The second night of a three night run at this most hallowed of halls saw this modern-day blues rock avenger at the peak of his considerable superpowers.
Vocally supreme and instrumentally sublime, this was, without doubt, the best performance I’ve seen from the musician, whose trajectory to tonight’s triumph was first ignited thirty years ago, by early mentor Danny Gatton and the patronage of BB King at the age of 12.
The storming opener of Muddy Water’s ‘Tiger in your tank’ set the tone for the evening and was fueled by Joe’s rampaging Telecaster and the high octane purr of his turbo-charged band, driven by the agile bass of Michael Rhodes and the wanton percussion of Anton Fig. Joe’s last two albums featured prominently in opening third, with the Floydian slow-burn of ‘Self-inflicted wounds’ wonderfully contrasted with the hypnotic psychedelia of ‘Blues of desperation’.

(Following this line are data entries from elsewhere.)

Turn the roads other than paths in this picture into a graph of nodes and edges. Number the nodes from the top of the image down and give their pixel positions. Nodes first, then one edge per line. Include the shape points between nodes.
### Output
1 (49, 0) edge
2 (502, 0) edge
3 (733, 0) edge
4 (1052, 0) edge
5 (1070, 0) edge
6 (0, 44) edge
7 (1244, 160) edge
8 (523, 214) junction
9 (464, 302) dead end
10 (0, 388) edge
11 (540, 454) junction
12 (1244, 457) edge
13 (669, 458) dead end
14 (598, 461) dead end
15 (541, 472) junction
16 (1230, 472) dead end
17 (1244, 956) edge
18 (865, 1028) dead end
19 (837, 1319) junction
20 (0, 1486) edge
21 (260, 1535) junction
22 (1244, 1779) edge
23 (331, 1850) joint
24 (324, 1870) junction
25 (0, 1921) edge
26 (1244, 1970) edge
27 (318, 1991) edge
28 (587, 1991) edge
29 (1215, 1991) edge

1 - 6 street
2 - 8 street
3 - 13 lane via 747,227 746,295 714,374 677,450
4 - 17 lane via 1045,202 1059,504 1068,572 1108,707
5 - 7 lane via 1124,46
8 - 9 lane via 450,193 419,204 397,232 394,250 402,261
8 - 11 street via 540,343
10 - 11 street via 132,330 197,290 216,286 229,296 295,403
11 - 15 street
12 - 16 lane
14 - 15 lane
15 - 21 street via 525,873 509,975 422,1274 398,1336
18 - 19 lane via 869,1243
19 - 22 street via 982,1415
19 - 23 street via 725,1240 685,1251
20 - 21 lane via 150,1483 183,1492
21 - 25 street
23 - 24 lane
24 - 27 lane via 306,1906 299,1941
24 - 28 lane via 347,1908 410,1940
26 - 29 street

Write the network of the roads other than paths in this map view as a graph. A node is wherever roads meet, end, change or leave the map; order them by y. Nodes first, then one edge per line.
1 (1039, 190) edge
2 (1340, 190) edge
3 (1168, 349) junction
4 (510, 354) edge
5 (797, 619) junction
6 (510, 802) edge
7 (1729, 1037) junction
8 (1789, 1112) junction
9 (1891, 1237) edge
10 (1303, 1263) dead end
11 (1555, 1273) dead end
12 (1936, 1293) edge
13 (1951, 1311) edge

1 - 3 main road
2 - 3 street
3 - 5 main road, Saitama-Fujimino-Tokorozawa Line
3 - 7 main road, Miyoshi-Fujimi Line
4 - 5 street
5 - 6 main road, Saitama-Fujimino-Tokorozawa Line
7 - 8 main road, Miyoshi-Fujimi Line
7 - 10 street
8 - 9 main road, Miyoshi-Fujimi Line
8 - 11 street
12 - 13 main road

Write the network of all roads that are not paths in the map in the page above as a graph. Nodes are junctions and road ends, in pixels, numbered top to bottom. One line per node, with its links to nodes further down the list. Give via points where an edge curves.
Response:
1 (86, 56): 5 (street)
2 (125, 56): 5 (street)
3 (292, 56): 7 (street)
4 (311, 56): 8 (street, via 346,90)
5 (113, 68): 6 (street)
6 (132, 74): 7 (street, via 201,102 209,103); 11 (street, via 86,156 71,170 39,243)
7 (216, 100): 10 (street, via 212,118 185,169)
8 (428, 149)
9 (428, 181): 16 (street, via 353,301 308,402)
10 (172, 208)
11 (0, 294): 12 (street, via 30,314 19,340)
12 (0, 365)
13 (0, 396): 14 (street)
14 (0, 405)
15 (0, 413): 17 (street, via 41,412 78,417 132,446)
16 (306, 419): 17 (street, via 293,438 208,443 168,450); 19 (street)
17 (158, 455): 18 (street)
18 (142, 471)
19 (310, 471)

A sip of sweet ‘Sloe gin’ always heightens the senses and this longstanding stage favourite had an elevated and stately grace tonight from Reese Wynans’ exquisite keys to Joe’s soaring guitar tone.
This run of shows saw a number of special guest players invited to share the stage for a little rootin’ tootin’ guitar duelling. On the opening night, 12-year prodigy Toby Lee joined for ‘I get evil (don’t you lie to me)’, full of fresh-faced fire and a touching mirror of Bonamassa’s BB’s apprenticeship. For the final night, close friend and Buckingham’s Blues master Bernie Marsden contributed beautiful tone and serpentine style to the same song. Tonight, the honour fell to regular live collaborator (Muddy Wolf and Red Rocks; Live at the Greek), Kirk Fletcher, whose sweet and fervent 335 playing complemented Joe’s own on their barrelling version of BB King’s ‘Boogie Woogie woman’. Just like on earlier track ‘King Bee shakedown’ the duelling horns of Paulie Cerra and Lee Thornburg made their presence felt with Reese relishing his role as boogie-woogie man.
The customary blues-covers section of the set was transformed into full-on Zep-fest, with ‘Tea for One’ segueing into a searing ‘I can’t quit you baby’, where yet again the gospel-rich backing vocals of Jade MacRae and Mahalia Barnes shone brightly. A visceral ‘How many more times’ ensued with the band temporarily reduced to a power trio of Fig Rhodes and Bonamassa. This significantly heightened the dynamics of the song and provided the foundation upon which Joe could conduct his own delicate and dextrous guitar improvisation, rounded-off by a fierce killing-floor coda of ‘The Hunter’.
For the encore, Joe returned to the stage alone, armed only his acoustic guitar for early solo song ‘Woke up dreaming’. As featured on previous tours, this rearranged version lays bare his vocal and guitar virtuosity and musicality. For over ten minutes, he had every member of the audience in this cavernous venue in thrall as he played six-string matador, teasing his quarry as he alternated between featherlight pizzicato flourishes and hammer-blow Townsend-like thrashing rhythm work. It was an utterly captivating display of a master craftsman at work and on conclusion was met with roof-raising acclaim.
The evening closed with a song of yesterday in ‘Mountain time’ from his 2002 album ‘So it’s like that ?’, whose lyrics “Wild as eagles…Sweet as honeysuckle…flowing like a mountain stream” perfectly describe Bonamassa’s eclectic, accomplished and affecting playing style.
We came desperately seeking redemption and we left more than redeemed, with our souls salved and spirits elated by a performance of grit, eloquence and power.